Start of Block

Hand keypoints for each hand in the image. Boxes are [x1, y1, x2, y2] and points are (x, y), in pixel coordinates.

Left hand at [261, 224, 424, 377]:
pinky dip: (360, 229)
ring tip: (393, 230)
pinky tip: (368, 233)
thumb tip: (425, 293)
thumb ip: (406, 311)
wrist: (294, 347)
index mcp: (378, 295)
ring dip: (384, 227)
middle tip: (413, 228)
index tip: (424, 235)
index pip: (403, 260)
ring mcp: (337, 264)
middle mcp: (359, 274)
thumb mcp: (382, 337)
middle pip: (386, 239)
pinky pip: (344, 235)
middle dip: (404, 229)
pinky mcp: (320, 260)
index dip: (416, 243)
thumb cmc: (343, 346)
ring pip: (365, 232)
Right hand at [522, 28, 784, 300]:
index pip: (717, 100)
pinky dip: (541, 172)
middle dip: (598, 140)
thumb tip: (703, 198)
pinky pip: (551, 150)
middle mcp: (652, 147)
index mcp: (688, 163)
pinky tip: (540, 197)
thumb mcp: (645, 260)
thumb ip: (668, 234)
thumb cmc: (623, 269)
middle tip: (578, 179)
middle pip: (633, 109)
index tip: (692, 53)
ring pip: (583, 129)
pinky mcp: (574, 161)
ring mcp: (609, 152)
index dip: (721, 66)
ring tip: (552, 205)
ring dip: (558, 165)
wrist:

End of Block

■ Problem: Would you transcribe, unchanged, every line of the material from the one containing "middle pip: (386, 239)" to the very end, including both, and nothing else?

■ Solution to this exercise:
middle pip: (386, 239)
pinky pip: (344, 235)
middle dip: (404, 229)
pinky mcp: (320, 260)
index dip: (416, 243)
thumb cmc: (343, 346)
ring pip: (365, 232)
Right hand at [522, 28, 784, 300]:
index pip: (717, 100)
pinky dip: (541, 172)
middle dip: (598, 140)
thumb tip: (703, 198)
pinky pip: (551, 150)
middle mcp: (652, 147)
index mcp: (688, 163)
pinky tip: (540, 197)
thumb mcp: (645, 260)
thumb ip: (668, 234)
thumb cmc: (623, 269)
middle tip: (578, 179)
middle pip: (633, 109)
index tip: (692, 53)
ring pip: (583, 129)
pinky mcp: (574, 161)
ring mcp: (609, 152)
index dip: (721, 66)
ring tip: (552, 205)
ring dip: (558, 165)
wrist:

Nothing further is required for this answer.